Paul Saffo & Stewart Brand

Pace Layers Thinking

Recorded live on Jan 27, 02015 at The Interval at Long Now

In 1999 “Pace Layers” made its debut in the book The Clock of Long Now by Stewart Brand. It appeared as a deceptively simple diagram with the caption: "The order of civilization. The fast layers innovate; the slow layers stabilize. The whole combines learning with continuity."
The six Pace Layer levels in descending order from the highest & fastest to the lowest & slowest are Fashion, Commerce, Infrastructure, Governance, Culture, Nature. Stewart’s initial point was to give insight into how a healthy society works. But fifteen years later, this idea about interacting layers that change at different speeds has been useful in ways he never expected.
Prominent designers and tech company executives have cited the Clock book and Pace Layers and told how it has changed their thinking. Many others have applied the idea to their work in design, management, engineering, and numerous other areas.
“This is a data free document,” Stewart quipped in response to an audience question about the Pace Layers illustration. That may reveal one reason for its longevity. Proposed initially as a way to view society, it has survived as a framework. It’s not tied to “facts” which may turn out to have expiration dates. Pace Layers travels well and ports easily to other systems.
"Quite a lot of people decided it was about software and systems and systems design," chuckled Stewart; he wasn't familiar with the term "full stack design" before learning that Pace Layers had been endorsed as a good metaphor for it.
Paul Saffo and a few others who use and teach Pace Layers spoke about what makes it a useful tool for analyzing our past, present and future. Paul, a founding Long Now board member and futurist, finds the concept invaluable for his own work, including teaching forecasting at Stanford.
Here’s how Stewart introduced the idea back in 1999:

I propose six significant levels of pace and size in the working structure of a robust and adaptable civilization. [...] In a healthy society each level is allowed to operate at its own pace, safely sustained by the slower levels below and kept invigorated by the livelier levels above.

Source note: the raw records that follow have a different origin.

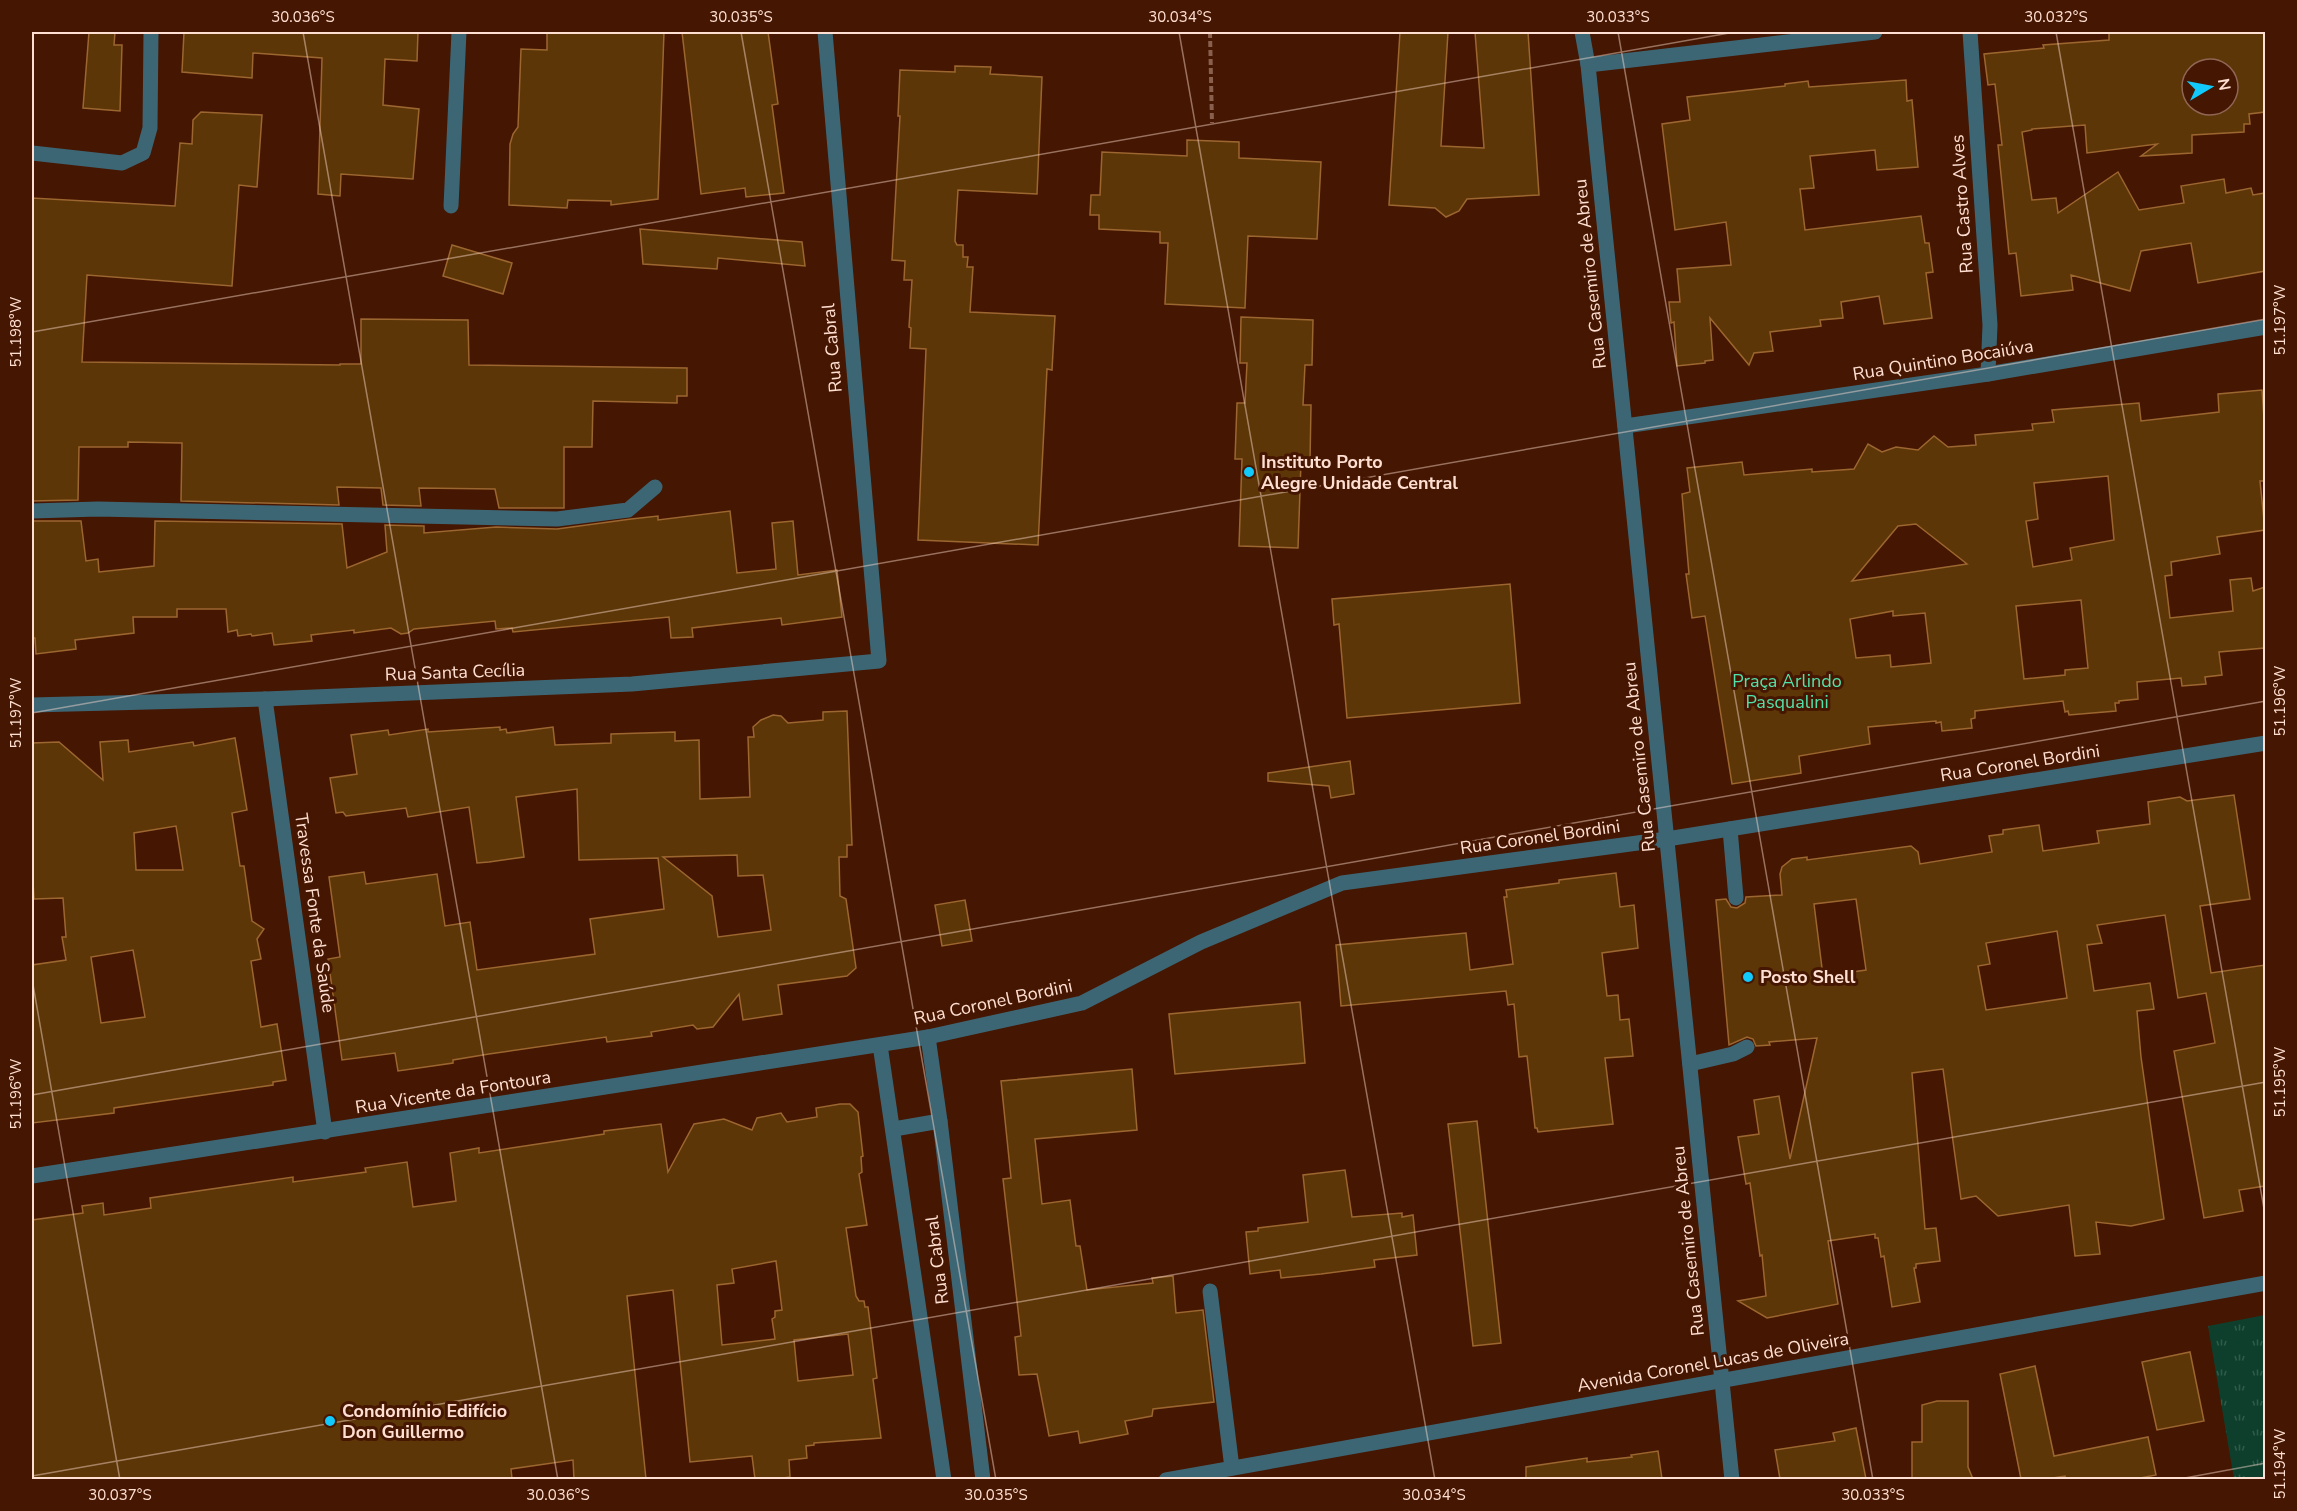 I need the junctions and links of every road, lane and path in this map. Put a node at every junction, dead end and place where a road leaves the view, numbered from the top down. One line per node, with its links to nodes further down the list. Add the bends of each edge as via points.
1 (151, 32): 10 (street, via 150,128 143,153 122,163)
2 (459, 32): 11 (street)
3 (825, 32): 17 (street, Rua Cabral)
4 (1210, 32): 9 (path)
5 (1582, 32): 8 (street, Rua Casemiro de Abreu)
6 (1875, 32): 8 (street)
7 (1970, 32): 13 (street, Rua Castro Alves, via 1990,325)
8 (1588, 65): 14 (street, Rua Casemiro de Abreu)
9 (1212, 123)
10 (32, 153)
11 (451, 206)
12 (2265, 327): 13 (street, Rua Quintino Bocaiúva)
13 (1988, 374): 14 (street, Rua Quintino Bocaiúva)
14 (1625, 426): 22 (street, Rua Casemiro de Abreu)
15 (655, 487): 16 (street, via 628,510 556,519 109,509)
16 (32, 511)
17 (879, 661): 18 (street, Rua Santa Cecília, via 632,684)
18 (265, 699): 19 (street, Rua Santa Cecília); 30 (street, Travessa Fonte da Saúde)
19 (32, 705)
20 (2265, 743): 21 (street, Rua Coronel Bordini)
21 (1730, 829): 22 (street, Rua Coronel Bordini); 23 (street)
22 (1667, 838): 24 (street, Rua Coronel Bordini, via 1342,883 1202,942 1082,1003); 27 (street, Rua Casemiro de Abreu)
23 (1736, 898)
24 (928, 1037): 25 (street, Rua Coronel Bordini); 28 (street, Rua Cabral)
25 (880, 1045): 29 (street, Rua Cabral); 30 (street, Rua Vicente da Fontoura)
26 (1747, 1047): 27 (street)
27 (1690, 1064): 34 (street, Rua Casemiro de Abreu)
28 (940, 1121): 29 (street); 37 (street, Rua Cabral)
29 (894, 1129): 36 (street, Rua Cabral)
30 (325, 1132): 31 (street, Rua Vicente da Fontoura)
31 (32, 1176)
32 (2265, 1283): 34 (street, Avenida Coronel Lucas de Oliveira)
33 (1210, 1291): 35 (street)
34 (1722, 1381): 35 (street, Avenida Coronel Lucas de Oliveira); 39 (street, Rua Casemiro de Abreu)
35 (1232, 1468): 38 (street, Avenida Coronel Lucas de Oliveira)
36 (944, 1479)
37 (983, 1479)
38 (1166, 1479)
39 (1732, 1479) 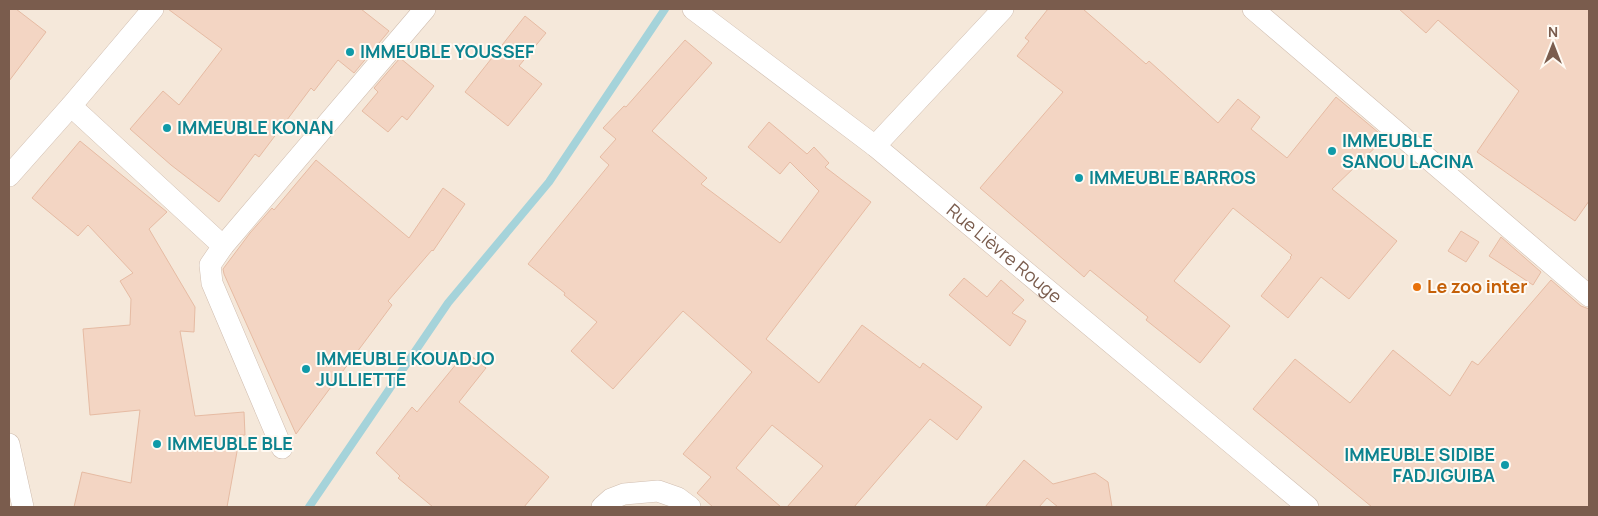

Stewart has credited Freeman Dyson and Brian Eno, amongst others, for helping him form the concept. In this talk he went deeper into Pace Layers’ origins. "Like all good things this was stolen," he began, then paid tribute to architect Frank Duffy's concept of the nested “Shearing Layers” of a building. Stewart wrote about Duffy's work in his 1994 book How Buildings Learn: What Happens After They’re Built.
The presentation included an amazing artifact: a preliminary sketch of the Pace Layers diagram from December 1996, hand-drawn by Stewart after a talk with Brian Eno. That conversation helped finalize the idea: after Eno’s input he changed the top layer’s name to “Fashion” from “Art” and the layer labeled “Government” became “Governance.” If there are only six words, they have to be the right words.
Relationships between layers are key to the health of the system. More specifically, as both Stewart and Paul pointed out, conflicts caused by layers moving at different speeds actually keep things balanced and resilient. Paul called this “constructive turbulence.”
Innovation challenges orthodoxy. Wisdom repels destabilizing change, but also takes useful novelty onboard. Stewart, as much as anyone, has been an intellectual participant across some of our society’s most remarkable decades. As an agitator and as a bulwark. He has been the firebrand and now the grey beard. Pace Layers has proven itself low, slow, and here to stay. It’s fitting that the founder of the Whole Earth Catalog has given us access to a tool that’s so simple and enduringly useful.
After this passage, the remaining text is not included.